(MATERIAL FOR THIS EXERCISE Opens)

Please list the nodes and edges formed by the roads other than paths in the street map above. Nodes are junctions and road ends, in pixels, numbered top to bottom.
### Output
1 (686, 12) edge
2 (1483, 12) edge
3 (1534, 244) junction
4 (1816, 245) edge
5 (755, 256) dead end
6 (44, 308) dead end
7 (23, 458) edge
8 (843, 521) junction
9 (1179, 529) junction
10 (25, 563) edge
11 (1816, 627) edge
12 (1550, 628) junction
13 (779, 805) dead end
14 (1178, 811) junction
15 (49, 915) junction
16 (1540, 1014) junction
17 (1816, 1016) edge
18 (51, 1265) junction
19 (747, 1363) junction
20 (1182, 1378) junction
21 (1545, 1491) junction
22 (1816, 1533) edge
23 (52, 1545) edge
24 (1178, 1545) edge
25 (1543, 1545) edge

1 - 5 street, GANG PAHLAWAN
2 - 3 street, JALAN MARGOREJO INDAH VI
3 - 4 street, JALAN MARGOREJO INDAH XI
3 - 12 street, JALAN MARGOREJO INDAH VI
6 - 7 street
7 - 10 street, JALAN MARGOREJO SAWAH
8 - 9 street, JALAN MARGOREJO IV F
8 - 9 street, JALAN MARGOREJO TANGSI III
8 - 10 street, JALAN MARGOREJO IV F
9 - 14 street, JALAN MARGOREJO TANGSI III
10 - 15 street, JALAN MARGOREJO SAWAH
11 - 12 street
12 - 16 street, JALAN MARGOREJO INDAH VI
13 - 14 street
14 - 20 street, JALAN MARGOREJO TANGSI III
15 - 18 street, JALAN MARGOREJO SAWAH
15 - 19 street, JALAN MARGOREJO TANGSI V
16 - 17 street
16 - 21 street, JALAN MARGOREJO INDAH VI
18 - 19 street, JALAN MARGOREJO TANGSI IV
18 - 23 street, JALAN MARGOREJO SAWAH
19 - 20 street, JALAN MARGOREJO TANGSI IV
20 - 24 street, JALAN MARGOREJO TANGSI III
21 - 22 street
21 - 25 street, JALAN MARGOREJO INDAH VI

(MATERIAL FOR THIS EXERCISE Closes)

**WORK TASK**
The required output is a copy of each line in the records where the string "INDAH" occurs.

**SOLUTION FOR THIS TASK**
2 - 3 street, JALAN MARGOREJO INDAH VI
3 - 4 street, JALAN MARGOREJO INDAH XI
3 - 12 street, JALAN MARGOREJO INDAH VI
12 - 16 street, JALAN MARGOREJO INDAH VI
16 - 21 street, JALAN MARGOREJO INDAH VI
21 - 25 street, JALAN MARGOREJO INDAH VI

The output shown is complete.